Le neurologue américain Stephen Hauser et l’épidémiologiste italien Alberto Ascherio ont reçu samedi le Breakthrough Prize, surnommé l’Oscar de la science, pour leurs recherches révolutionnaires sur la sclérose en plaques, une maladie neurodégénérative qui touche près de 3 millions de personnes dans le monde.
Les études menées pendant plusieurs décennies par Hauser et Ascherio ont permis des avancées majeures dans la compréhension de cette maladie auto-immune longtemps considérée comme énigmatique.
Les deux chercheurs ont considérablement enrichi les connaissances sur cette pathologie. L’un a mis en lumière les mécanismes immunitaires impliqués dès ses débuts, ouvrant la voie à de nouveaux traitements, tandis que l’autre a établi un lien entre la maladie et un virus.

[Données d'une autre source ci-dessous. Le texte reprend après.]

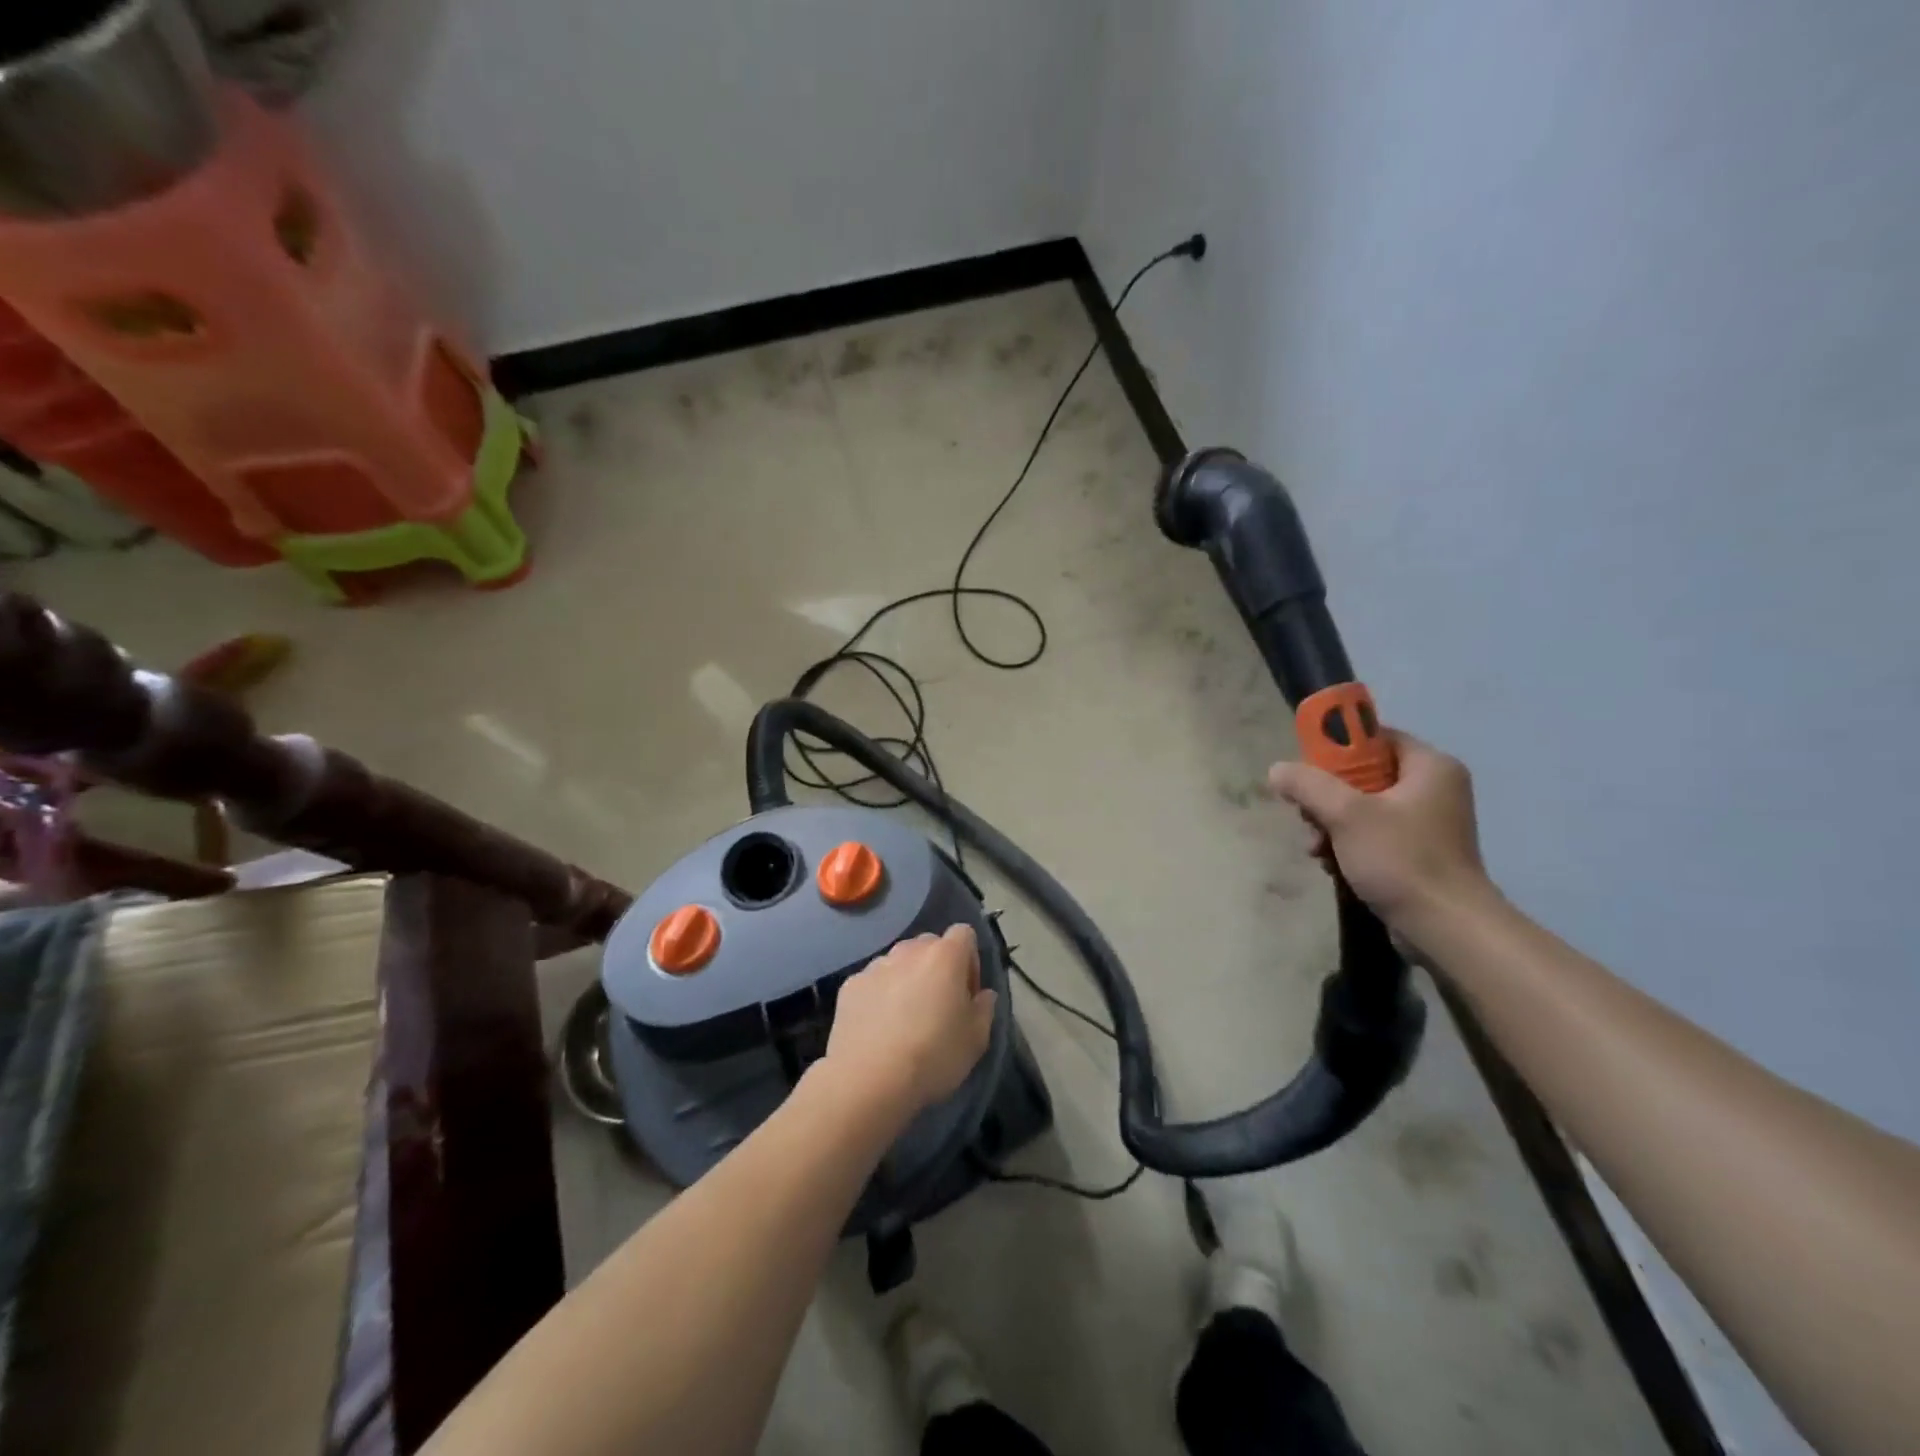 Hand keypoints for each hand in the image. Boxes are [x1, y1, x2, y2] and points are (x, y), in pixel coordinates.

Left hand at [823, 925, 995, 1118]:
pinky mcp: (851, 985)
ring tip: (904, 1018)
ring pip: (899, 961)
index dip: (970, 959)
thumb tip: (983, 994)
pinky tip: (878, 1027)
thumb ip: (985, 1008)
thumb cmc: (933, 1055)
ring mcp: (876, 965)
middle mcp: (909, 951)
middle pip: (929, 945)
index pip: (964, 933)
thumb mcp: (976, 1039)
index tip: (967, 993)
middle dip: (937, 967)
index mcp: (945, 956)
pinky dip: (879, 995)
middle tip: (938, 1005)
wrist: (868, 1079)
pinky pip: (873, 981)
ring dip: (907, 979)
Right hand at [1267, 729, 1494, 931]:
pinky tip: (1330, 864)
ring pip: (1362, 807)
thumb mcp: (1346, 814)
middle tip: (1307, 817)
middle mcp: (1434, 788)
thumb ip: (1308, 785)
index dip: (1337, 749)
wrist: (1445, 928)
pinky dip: (1347, 844)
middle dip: (1326, 797)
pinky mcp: (1418, 853)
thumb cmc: (1401, 859)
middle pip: (1363, 775)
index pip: (1376, 738)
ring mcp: (1427, 823)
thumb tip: (1277, 770)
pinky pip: (1372, 834)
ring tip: (1316, 848)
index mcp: (1430, 766)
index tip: (1309, 772)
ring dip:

Dans un entretien avec l’AFP, Stephen Hauser raconte que son engagement a débuté il y a plus de 45 ans lorsqu’il a rencontré une patiente nommée Andrea : « C’était une jeune femme très talentueuse, avocate à la Maison-Blanche… » « La sclérose en plaques est apparue soudainement et a ruiné sa vie », se souvient-il. « Elle ne pouvait plus parler, était paralysée du côté droit, incapable d’avaler, et risquait de ne plus pouvoir respirer sans assistance. » Le jeune médecin de 27 ans a alors décidé de consacrer sa vie à cette maladie.
Biologiquement improbable
Aujourd’hui âgé de 74 ans et directeur de l’Institut des sciences neurologiques à l’université de Californie à San Francisco (UCSF), Hauser explique qu’à l’époque, aucun traitement n’existait et que l’idée même de parvenir à en développer un semblait utopique.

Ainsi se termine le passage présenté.